The imminent fall of power as a result of a popular uprising is equally unrealistic. But that's exactly what Donald Trump was counting on. "Let's see how you react now." — With these words, addressing the people of Iran, the very next day after the start of hostilities, Trump said: "We are bombing the leadership, you must do the rest yourself." These words are very reminiscent of the appeal of George H. W. Bush in 1991.
The Escalation Trap
Meanwhile, the leadership in Tehran is demonstrating resilience and, even after three weeks of an air campaign, is responding with drone and missile strikes across the region. After the Israeli military struck the southern part of the Pars gas field on Wednesday, Iran hit the production of liquefied natural gas in Qatar and oil facilities in Saudi Arabia.

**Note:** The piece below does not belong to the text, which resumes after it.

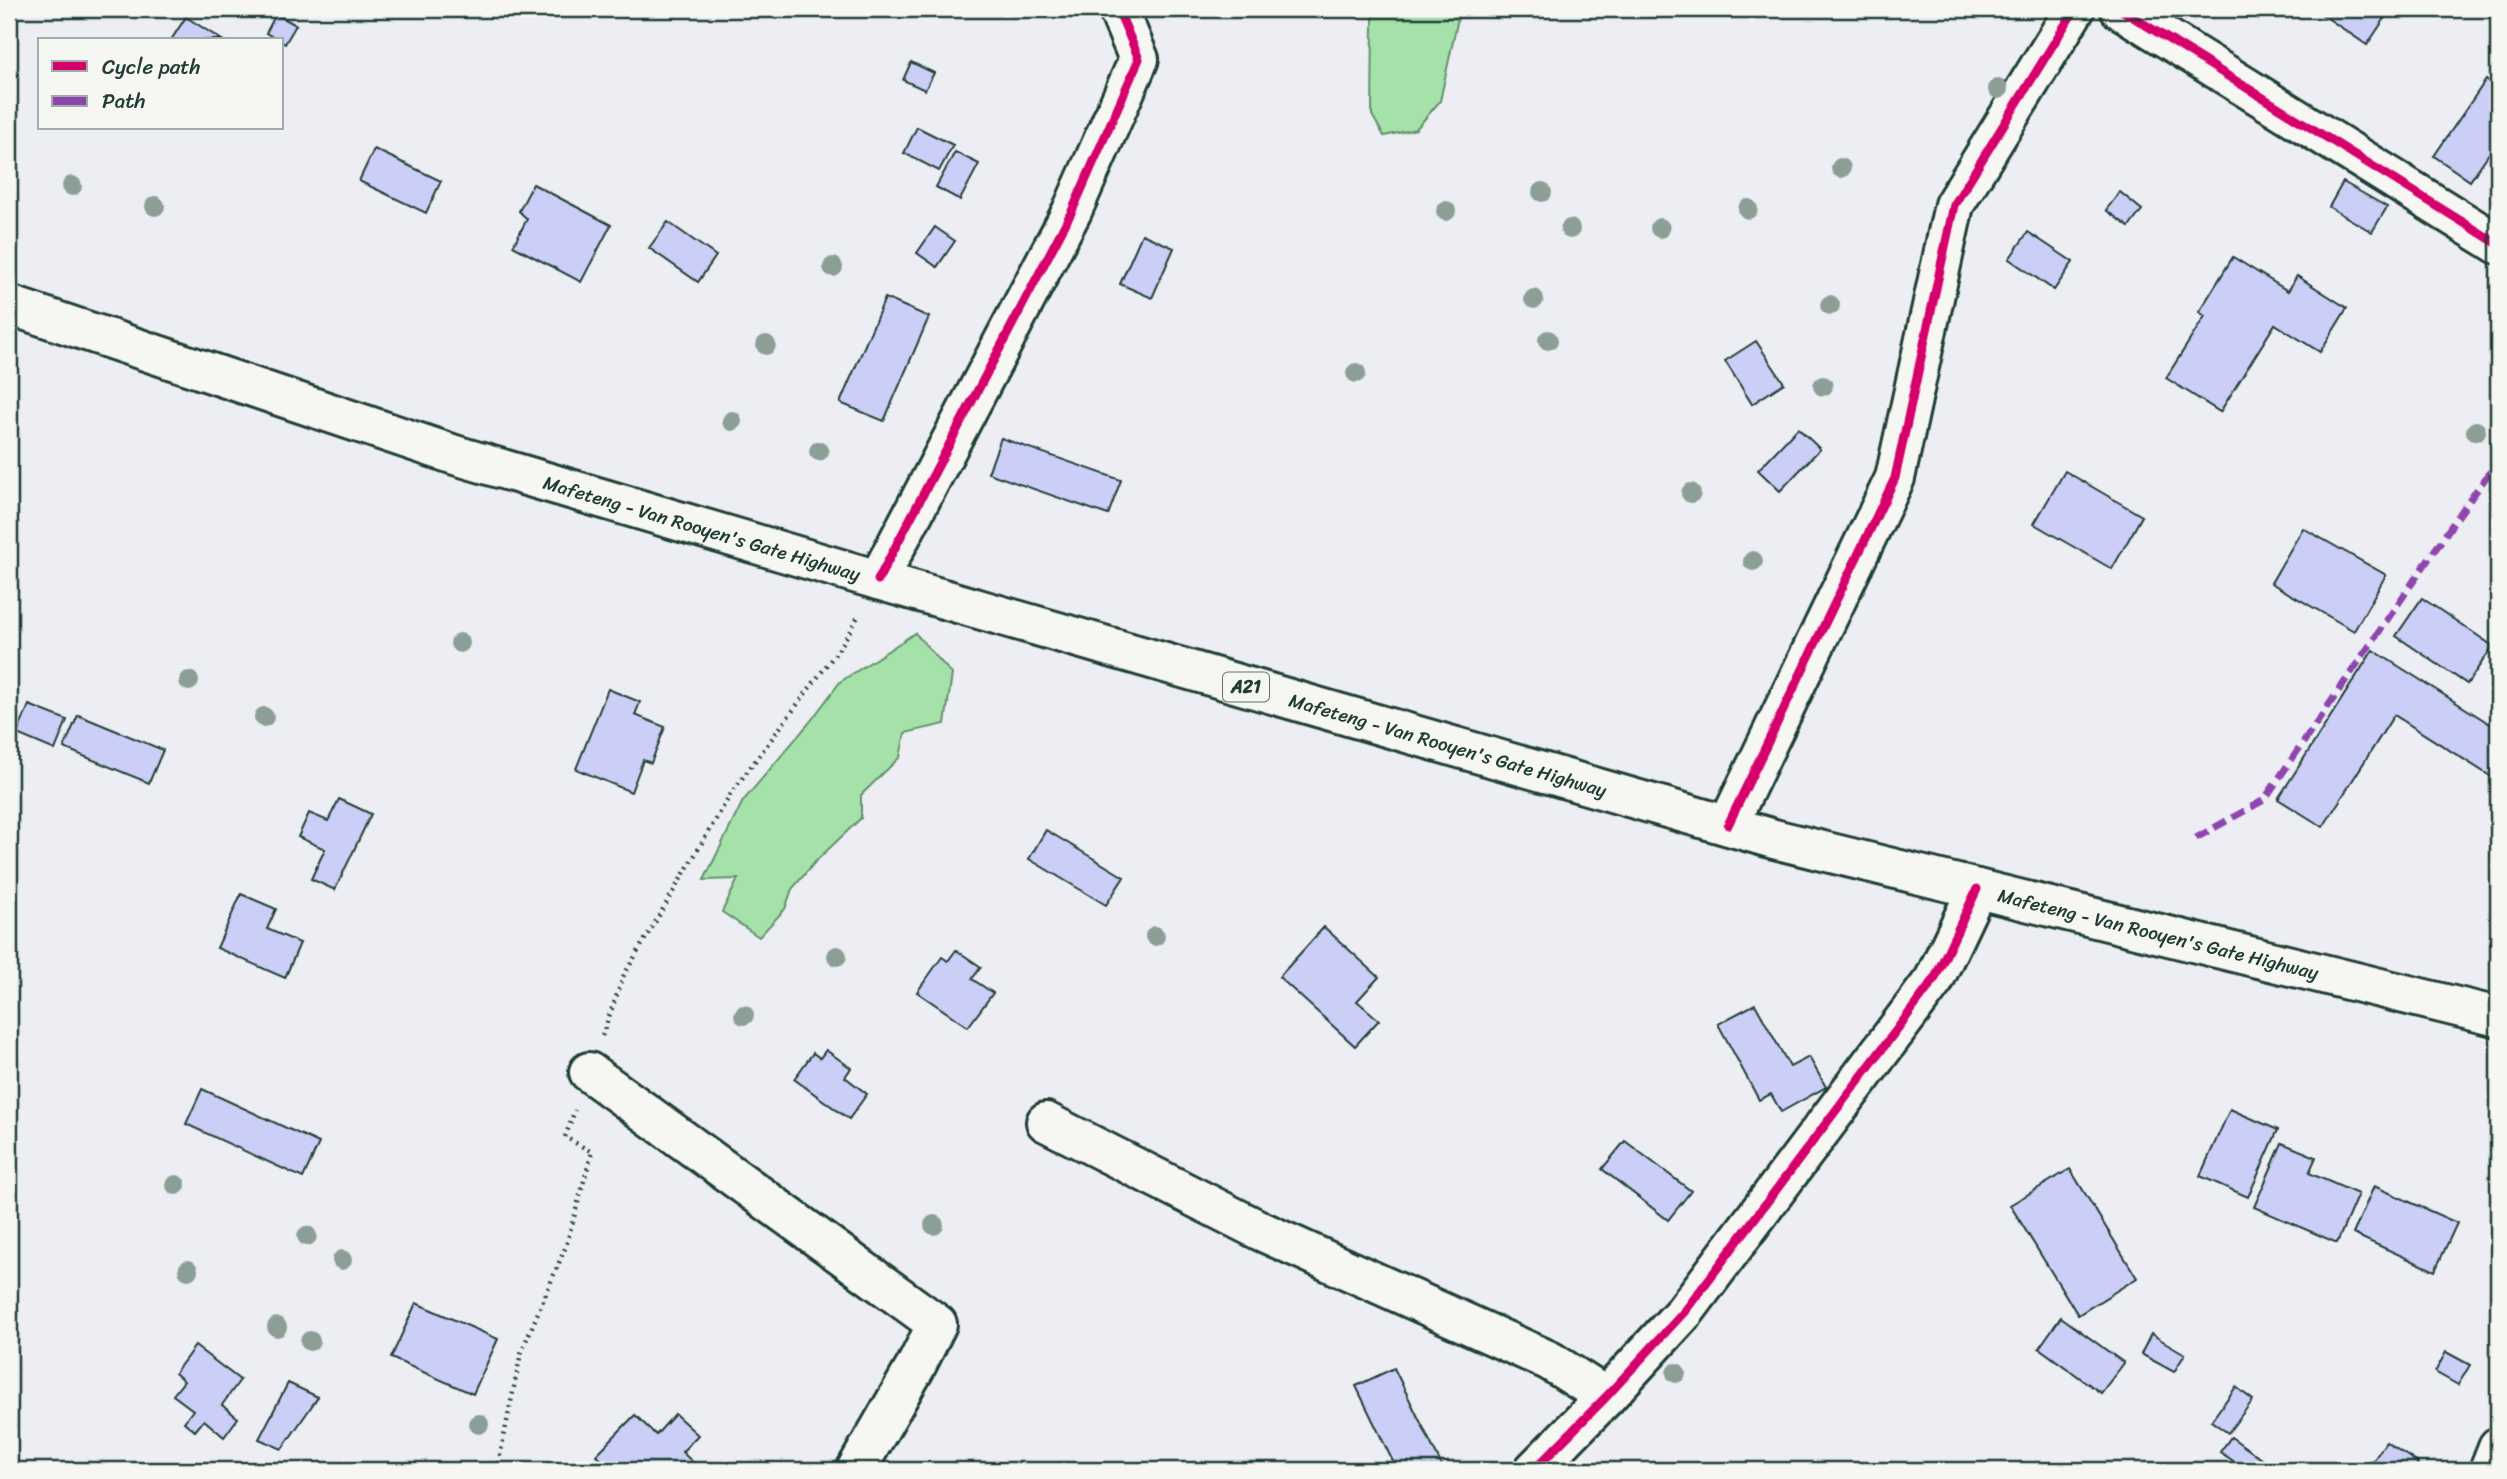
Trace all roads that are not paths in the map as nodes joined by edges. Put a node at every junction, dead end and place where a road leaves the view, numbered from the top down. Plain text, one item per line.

After the attacks on the Strait of Hormuz by the Islamic Revolutionary Guard Corps, the world is facing a global economic crisis.
These events, as Robert Pape, a political scientist at the University of Chicago, emphasizes, clearly show how the "escalation trap" works when relying on air strikes alone. "At a time when a country is facing attacks from outside, national cohesion increases. Because of this, the attackers' desire to achieve regime change becomes almost useless," says Pape, who advised US presidents from 2001 to 2024 and wrote a book about the history of air campaigns and the reasons for their failures. "The opponents do not remain passive, they respond with blows, and thus an escalation is triggered, which is difficult to stop," he says.
In the short term, the air campaign itself may even be counterproductive, fears Danny Citrinovich, former chief Iranian analyst at the Israeli military intelligence agency AMAN and head of the Iranian Department of Research and Analysis. "Ultimately, this bet on air superiority could lead to a disastrous outcome: an even more radical leadership in Iran that would threaten the country, and Israel would get bogged down in a long—term positional standoff," he says.
The ground forces will most likely not prevent such a scenario. On the contrary, the United States and Israel risk falling deeper into the trap of escalation.